In President Bush’s 2003 State of the Union Address, the President resolved to help people with a drug problem who sought treatment but could not find it. He proposed Access to Recovery (ATR), a consumer-driven approach for obtaining treatment and sustaining recovery through a State-run voucher program. State interest in ATR was overwhelming. Sixty-six States, territories, and Tribal organizations applied and competed for grants in FY 2004; grant awards of approximately $100 million were made to 14 States and 1 tribal organization. The President’s FY 2007 budget requests $98 million to continue the ATR program and fund a new cycle of three-year grants to States beginning in FY 2007.

ATR is a valuable program that gives clients the opportunity to participate in deciding their path to recovery, while it gives States an opportunity to inject recovery support services into the current treatment system to improve outcomes. The program’s goal is to serve 125,000 clients over a three-year period.

ATR provides for both substance abuse treatment and recovery support services, which means it can be an effective tool in addressing reentry for many of the individuals currently in jails and prisons. For example, data for ATR clients served through June 30 reported that 81.8 percent of clients who were involved with the criminal justice system at intake to ATR reported no involvement at discharge. Thus, SAMHSA is partnering with the Department of Labor and the Department of Justice in order to better provide treatment services for clients enrolled in the President’s Prisoner Reentry Initiative (PRI). The partnership will increase the numbers of both ATR and PRI clients serviced because clients under PRI who have substance abuse treatment and recovery support services needs are eligible for ATR vouchers and vice versa. The collaboration will also enhance services being offered by both programs (e.g., PRI provides more comprehensive employment assistance while ATR offers more broad recovery support services). ATR grantees are making every effort to collaborate with the PRI to realize the full benefits of this initiative.

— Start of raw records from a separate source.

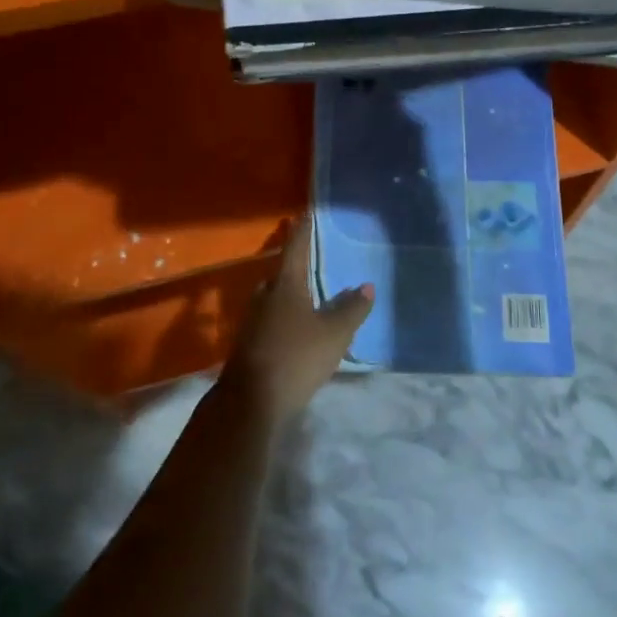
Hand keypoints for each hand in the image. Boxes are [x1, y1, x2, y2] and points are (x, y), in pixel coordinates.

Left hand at [220, 216, 373, 426]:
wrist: (250, 402)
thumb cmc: (296, 357)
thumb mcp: (334, 333)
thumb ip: (352, 309)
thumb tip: (366, 286)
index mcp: (285, 286)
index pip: (295, 249)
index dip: (303, 232)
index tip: (305, 214)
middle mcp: (265, 297)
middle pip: (281, 274)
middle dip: (295, 268)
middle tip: (312, 262)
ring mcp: (253, 321)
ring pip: (274, 299)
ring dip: (290, 296)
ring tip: (310, 297)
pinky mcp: (249, 344)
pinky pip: (271, 321)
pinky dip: (285, 319)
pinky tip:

In conclusion, SAMHSA funds a variety of reentry program as part of its commitment to addressing issues along all points of the justice system continuum, from prevention and education for those individuals “at risk” of substance abuse, mental health disorders, and involvement with the justice system, to screening, assessment, treatment, case management and recovery services for those individuals who are returning to the community from a correctional facility.

Thank you for this opportunity to provide this information to you. I would be happy to answer any questions you may have.